▸ YOUR INSTRUCTIONS
Which lines belong in your copy? Those from the start of the data through the line with "x r add y moveto", exactly as written, without any pictures.

::::::::::

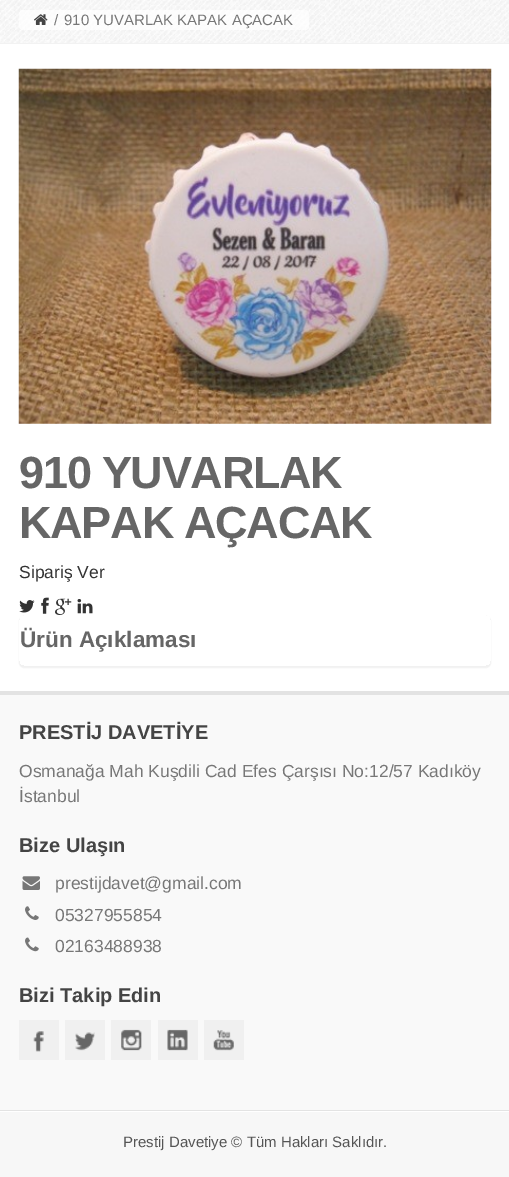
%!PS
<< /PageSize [509 1177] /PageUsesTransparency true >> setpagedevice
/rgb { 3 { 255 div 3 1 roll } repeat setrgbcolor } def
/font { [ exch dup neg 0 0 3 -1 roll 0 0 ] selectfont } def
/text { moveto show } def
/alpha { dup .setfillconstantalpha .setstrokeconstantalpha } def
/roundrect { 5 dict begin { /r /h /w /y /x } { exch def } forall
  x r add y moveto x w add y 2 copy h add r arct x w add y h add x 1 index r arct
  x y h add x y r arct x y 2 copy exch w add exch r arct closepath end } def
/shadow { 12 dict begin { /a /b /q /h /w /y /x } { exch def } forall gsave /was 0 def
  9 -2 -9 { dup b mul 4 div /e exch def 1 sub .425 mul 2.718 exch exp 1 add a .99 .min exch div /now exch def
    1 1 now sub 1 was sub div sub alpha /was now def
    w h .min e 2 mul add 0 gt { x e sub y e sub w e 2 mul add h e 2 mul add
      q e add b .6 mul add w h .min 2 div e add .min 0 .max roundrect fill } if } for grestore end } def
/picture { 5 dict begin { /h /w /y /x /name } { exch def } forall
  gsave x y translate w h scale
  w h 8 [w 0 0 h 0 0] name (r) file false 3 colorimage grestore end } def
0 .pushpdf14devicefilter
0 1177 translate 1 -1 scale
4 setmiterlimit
255 255 255 rgb
0 0 509 1177 rectfill
(img_01.rgb) 0 0 509 43 picture
242 242 242 rgb
0 43 509 1 rectfill
0.7 alpha
255 255 255 rgb
19 10 290 20 4 roundrect fill
1 alpha
(img_02.rgb) 34 14 14 11 picture
(img_03.rgb) 18 68 474 356 picture
(img_04.rgb) 19 600 16 13 picture
gsave
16 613 moveto 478 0 rlineto 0 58 rlineto -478 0 rlineto closepath 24 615 moveto 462 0 rlineto 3 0 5 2 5 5 rcurveto 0 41 rlineto 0 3 -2 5 -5 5 rcurveto -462 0 rlineto -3 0 -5 -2 -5 -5 rcurveto 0 -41 rlineto 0 -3 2 -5 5 -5 rcurveto closepath eoclip newpath
0 0 0 rgb
19 616 472 52 5 0.5 0.05 shadow
grestore
(img_05.rgb) 41 597 8 17 picture
(img_06.rgb) 55 598 17 17 picture
(img_07.rgb) 77 599 16 15 picture
249 249 249 rgb
0 695 509 415 rectfill
227 227 227 rgb
0 691 509 4 rectfill
0 1110 509 1 rectfill
(img_08.rgb) 22 876 18 14 picture
(img_09.rgb) 25 906 14 14 picture
(img_10.rgb) 25 937 14 15 picture
240 240 240 rgb
19 1020 40 40 rectfill
(img_11.rgb) 33 1031 11 21 picture
65 1020 40 40 rectfill
(img_12.rgb) 75 1032 20 19 picture
111 1020 40 40 rectfill
(img_13.rgb) 121 1029 21 22 picture
158 1020 40 40 rectfill
(img_14.rgb) 167 1029 21 22 picture
204 1020 40 40 rectfill
(img_15.rgb) 213 1030 21 21 picture
247 247 247 rgb
0 1112 509 65 rectfill
/LiberationSans-Regular 15 font
119 119 119 rgb
(/) 54 25 text
(910 YUVARLAK KAPAK AÇACAK) 64 25 text
/LiberationSans-Bold 45 font
102 102 102 rgb
19 488 moveto -1.25 0 (910 YUVARLAK) ashow
19 538 moveto -1.25 0 (KAPAK AÇACAK) ashow
/LiberationSans-Regular 17.5 font
51 51 51 rgb
(Sipariş Ver) 19 578 text
/LiberationSans-Bold 22.5 font
102 102 102 rgb
(Ürün Açıklaması) 20 647 text
/LiberationSans-Bold 20 font
68 68 68 rgb
(PRESTİJ DAVETİYE) 19 739 text
/LiberationSans-Regular 17.5 font
119 119 119 rgb
(Osmanağa Mah Kuşdili Cad Efes Çarşısı No:12/57 Kadıköy) 19 777 text
(İstanbul) 19 802 text
/LiberationSans-Bold 20 font
68 68 68 rgb
(Bize Ulaşın) 19 852 text
/LiberationSans-Regular 17.5 font
119 119 119 rgb
(prestijdavet@gmail.com) 55 889 text
(05327955854) 55 921 text
(02163488938) 55 952 text
/LiberationSans-Bold 20 font
68 68 68 rgb
(Bizi Takip Edin) 19 1002 text
/LiberationSans-Regular 15 font
85 85 85 rgb
(Prestij Davetiye © Tüm Hakları Saklıdır.) 123 1147 text
.poppdf14devicefilter showpage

::::::::::

▸ EXERCISE RESULT
%!PS
<< /PageSize [509 1177] /PageUsesTransparency true >> setpagedevice
/rgb { 3 { 255 div 3 1 roll } repeat setrgbcolor } def
/font { [ exch dup neg 0 0 3 -1 roll 0 0 ] selectfont } def
/text { moveto show } def
/alpha { dup .setfillconstantalpha .setstrokeconstantalpha } def
/roundrect { 5 dict begin { /r /h /w /y /x } { exch def } forall
  x r add y moveto x w add y 2 copy h add r arct x w add y h add x 1 index r arct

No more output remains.